Франкфуртское понятие «негативная диалектика» требует уточнения – слишком многое в истории культуры Европы связано с этим понятием.

«Негативная диалектика» отрицает синтез как акт отождествляющего мышления и отдает предпочтение анализу, нацеленному на единичное, которое всегда подчинено всеобщему. Адорно, признавая всеобщее (см. Канта и Гегеля), вычленяет отдельное существование и поэтому выдвигает положение независимости истинного значения от обобщающих методов познания действительности. Негативная диалектика должна направлять к «несистемной мысли».

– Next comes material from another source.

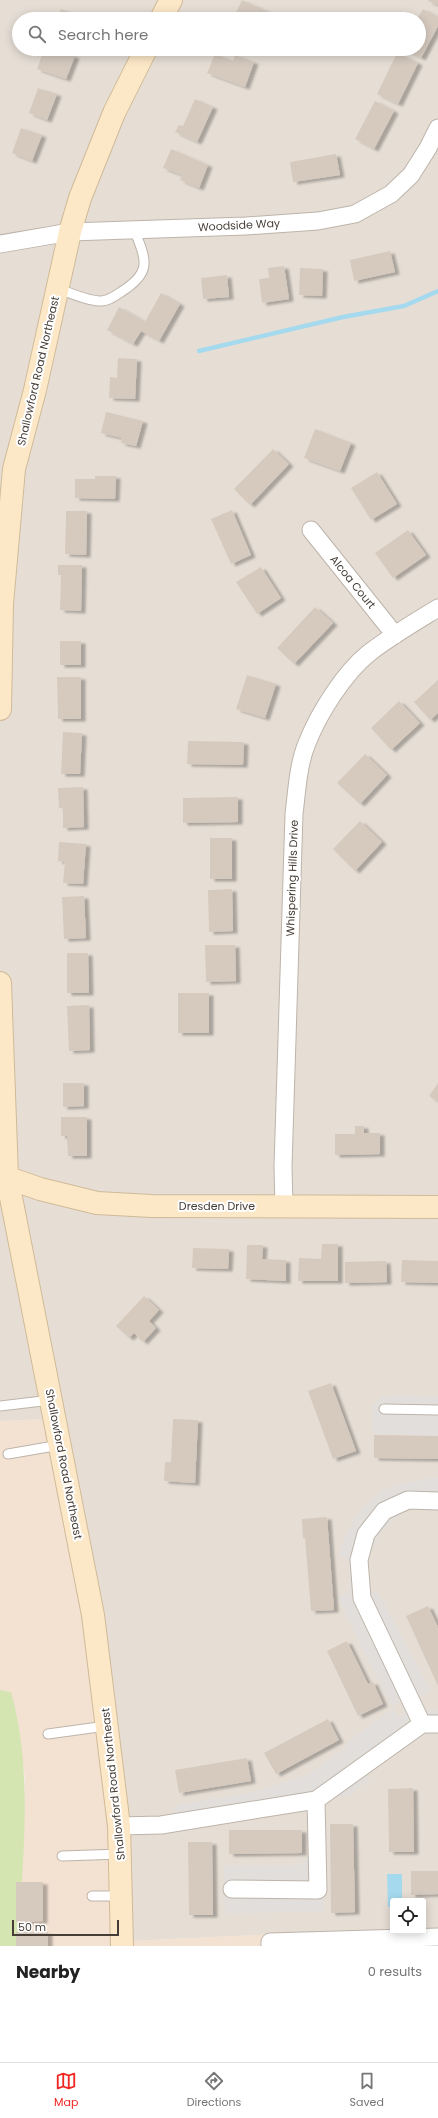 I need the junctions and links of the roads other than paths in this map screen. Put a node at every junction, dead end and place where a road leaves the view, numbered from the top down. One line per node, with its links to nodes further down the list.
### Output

Цель «негативной диалектики» практическая – методология культурного и общественного развития общества. И это роднит франкфуртскую школу с практической философией Маркса. «Изменить мир» – вопиющая амбиция Маркса не казалась философам франкфуртской школы вульгарной. Франкфуртская школа философии (вслед за марксизмом) против конформизма индустриального общества, показала социальные схемы, которые упростили бытие человека до функции (см. Герберт Маркузе, «Одномерный человек»). Читая Маркузе, вспоминаешь кадры из фильма Чаплина «Новые времена»: рабочий, застрявший между шестеренок большой машины. Но Чарли Чаплин – художник, он учит любить, а практическая методология должна научить действовать.

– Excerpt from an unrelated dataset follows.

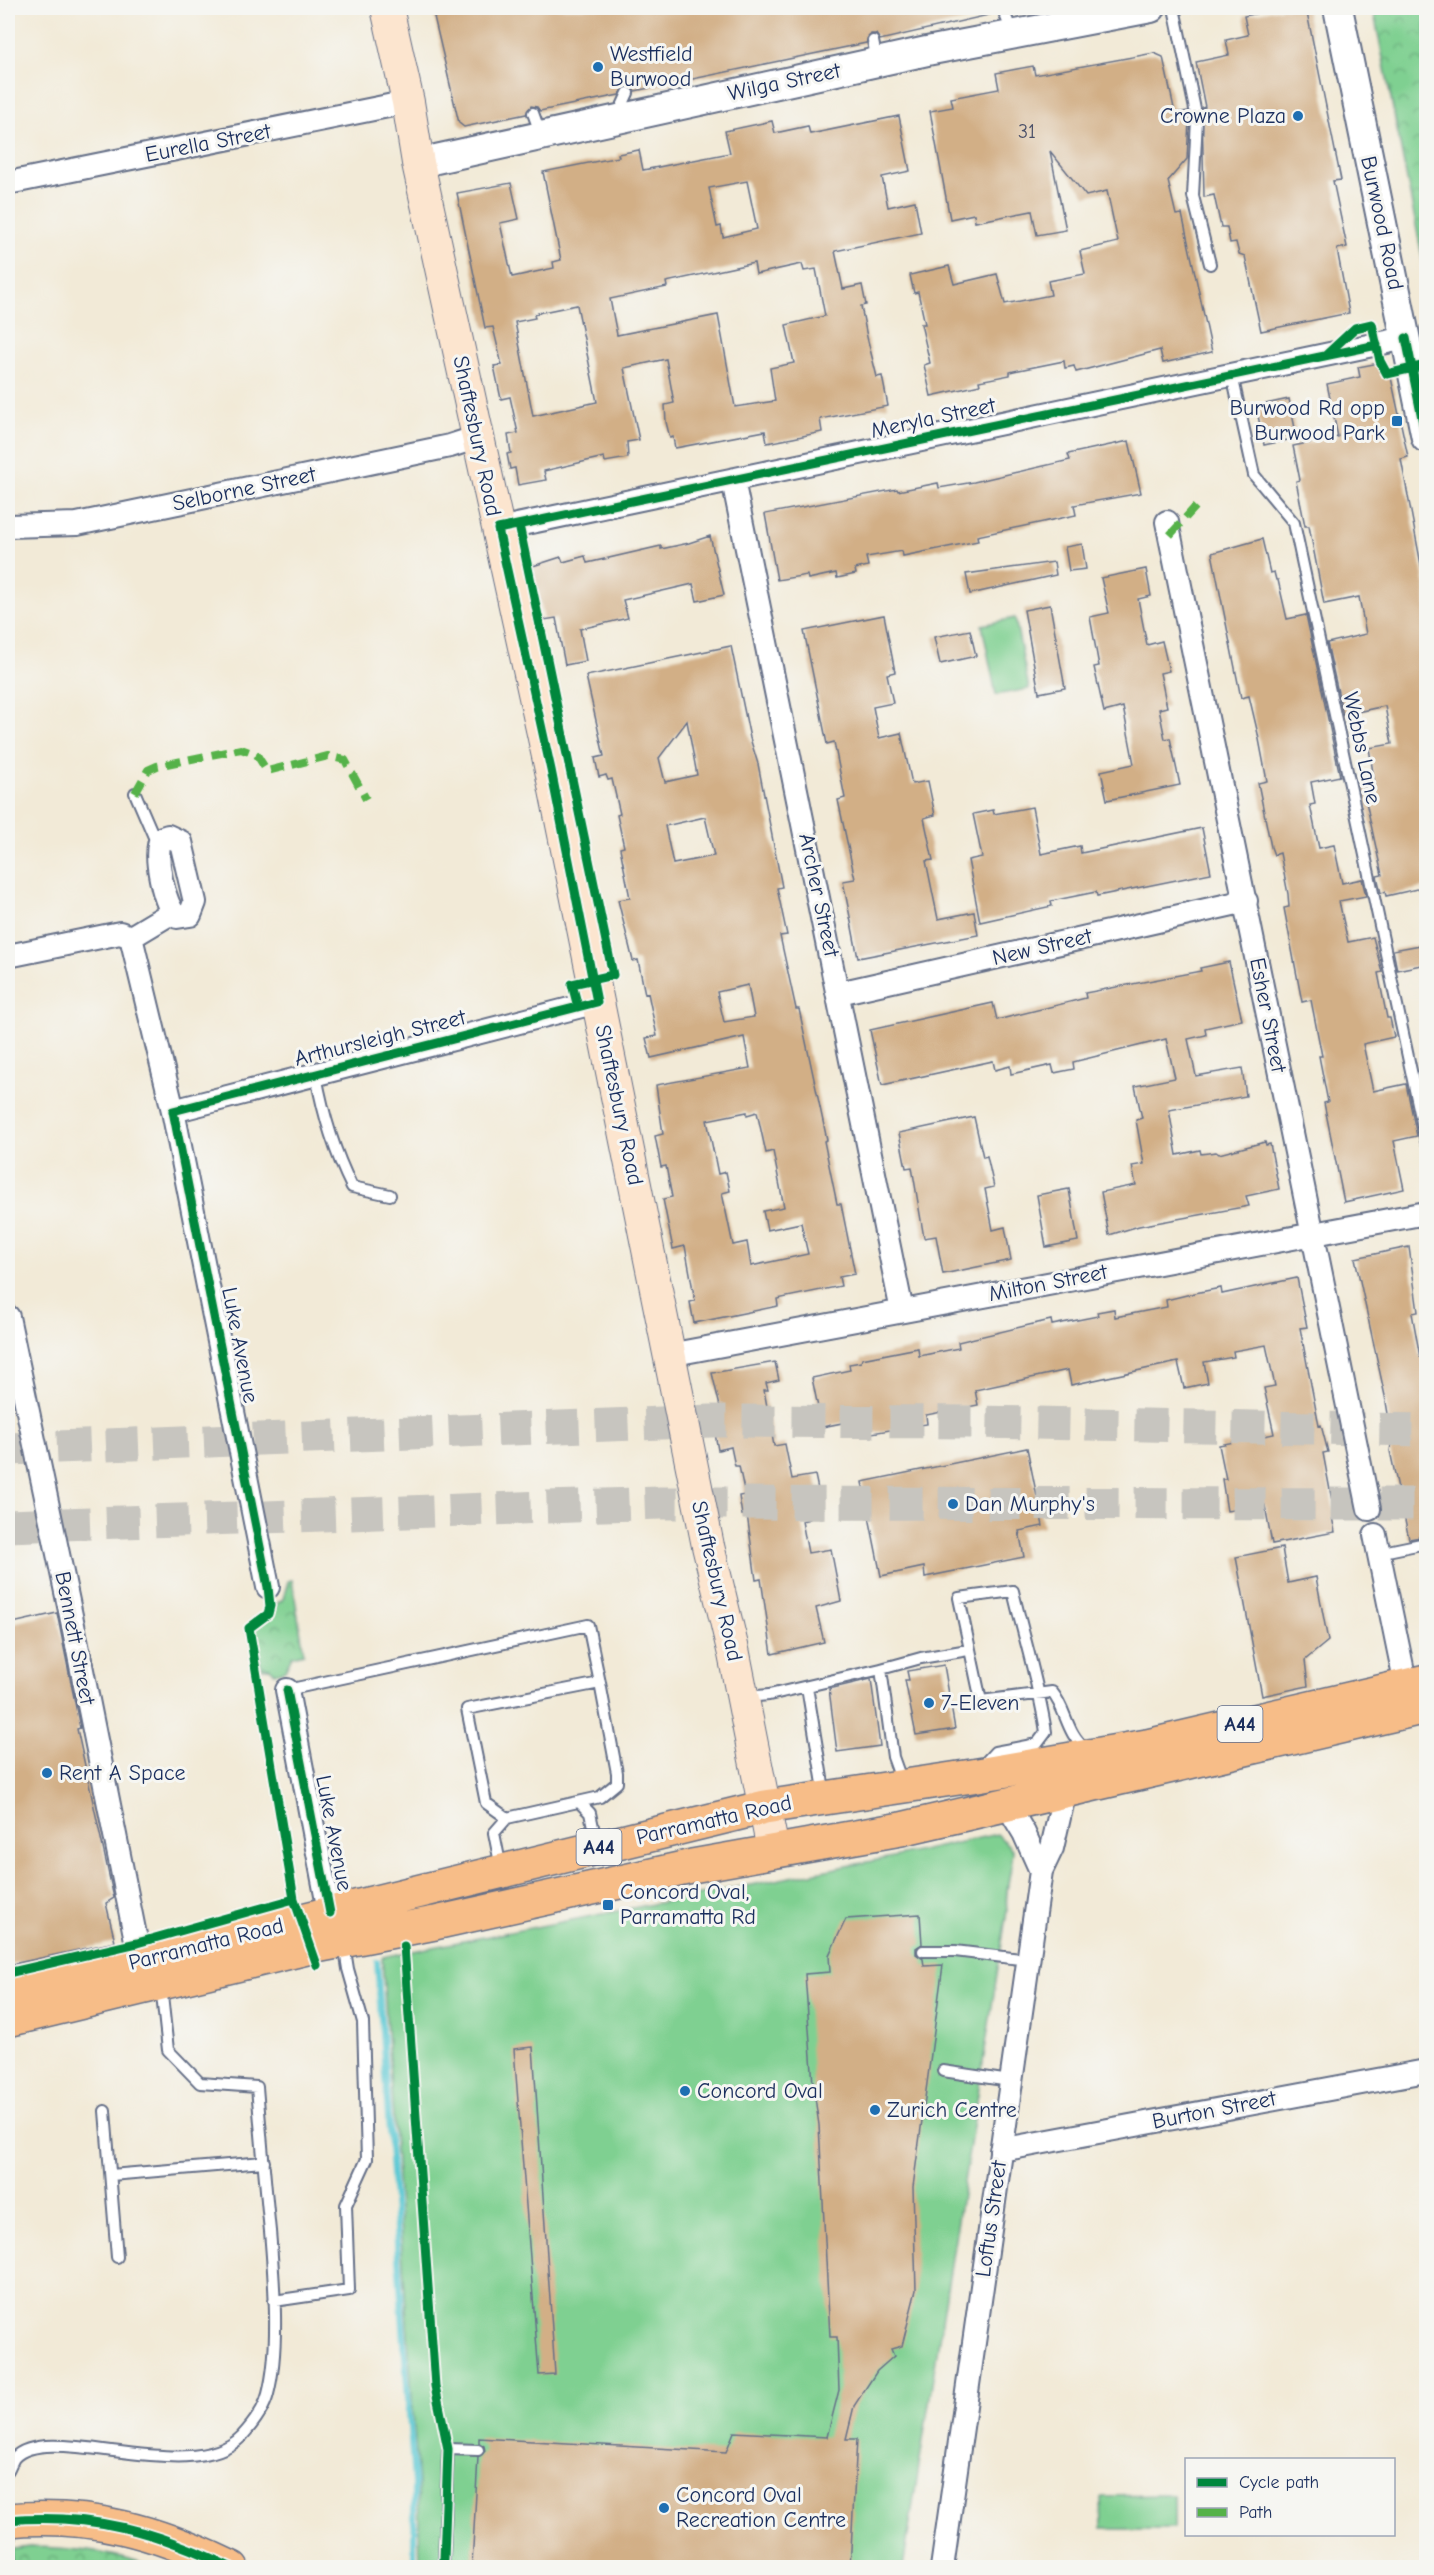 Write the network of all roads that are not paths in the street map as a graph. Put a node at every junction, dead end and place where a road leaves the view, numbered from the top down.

Франкфуртские мыслители экономистами не были: опирались на «Экономико-философские рукописи 1844 года» и «Немецкую идеологию» Маркса – работы сугубо гуманистические; реальность послевоенного индустриального прогресса и финансового капитала требовала совсем иного. Очевидно, что идеалы гуманизма и первенства морали не имеют ничего общего с неолиберальной программой, развивавшейся в англосаксонском дискурсе параллельно идеям франкфуртской школы и воплощенных как в так называемом тейлоризме, так и позднее – во время правления Тэтчер; эти цели также не совпадают с онтологическим экзистенциализмом Хайдеггера или с провокативным экзистенциализмом Сартра. Если в 1960-е гг. кейнсианскую теорию общей занятости опровергали австрийцы Хайек и Мизес, то к 1970-м (а в 1976 г. Милтон Фридман из Чикагского университета уже получает Нобелевскую премию по экономике) теория «предложения», так называемый монетаризм чикагской школы, теснит все прочие теории. Прежде экономисты считали население страны и институт государства – партнерами, у которых имеется общая цель. Роберт Лукас, последователь Фридмана (также нобелевский лауреат), объявляет население и государство – противниками. Это – в рамках теоретико-игрового подхода, разумеется; просто государство не может и не должно стабилизировать деловой цикл. Теории (весьма далекие от «негативной диалектики» франкфуртской школы) описывают уже не некие планы по изменению культурного сознания – но реальность обывателя, брошенного в конкуренцию.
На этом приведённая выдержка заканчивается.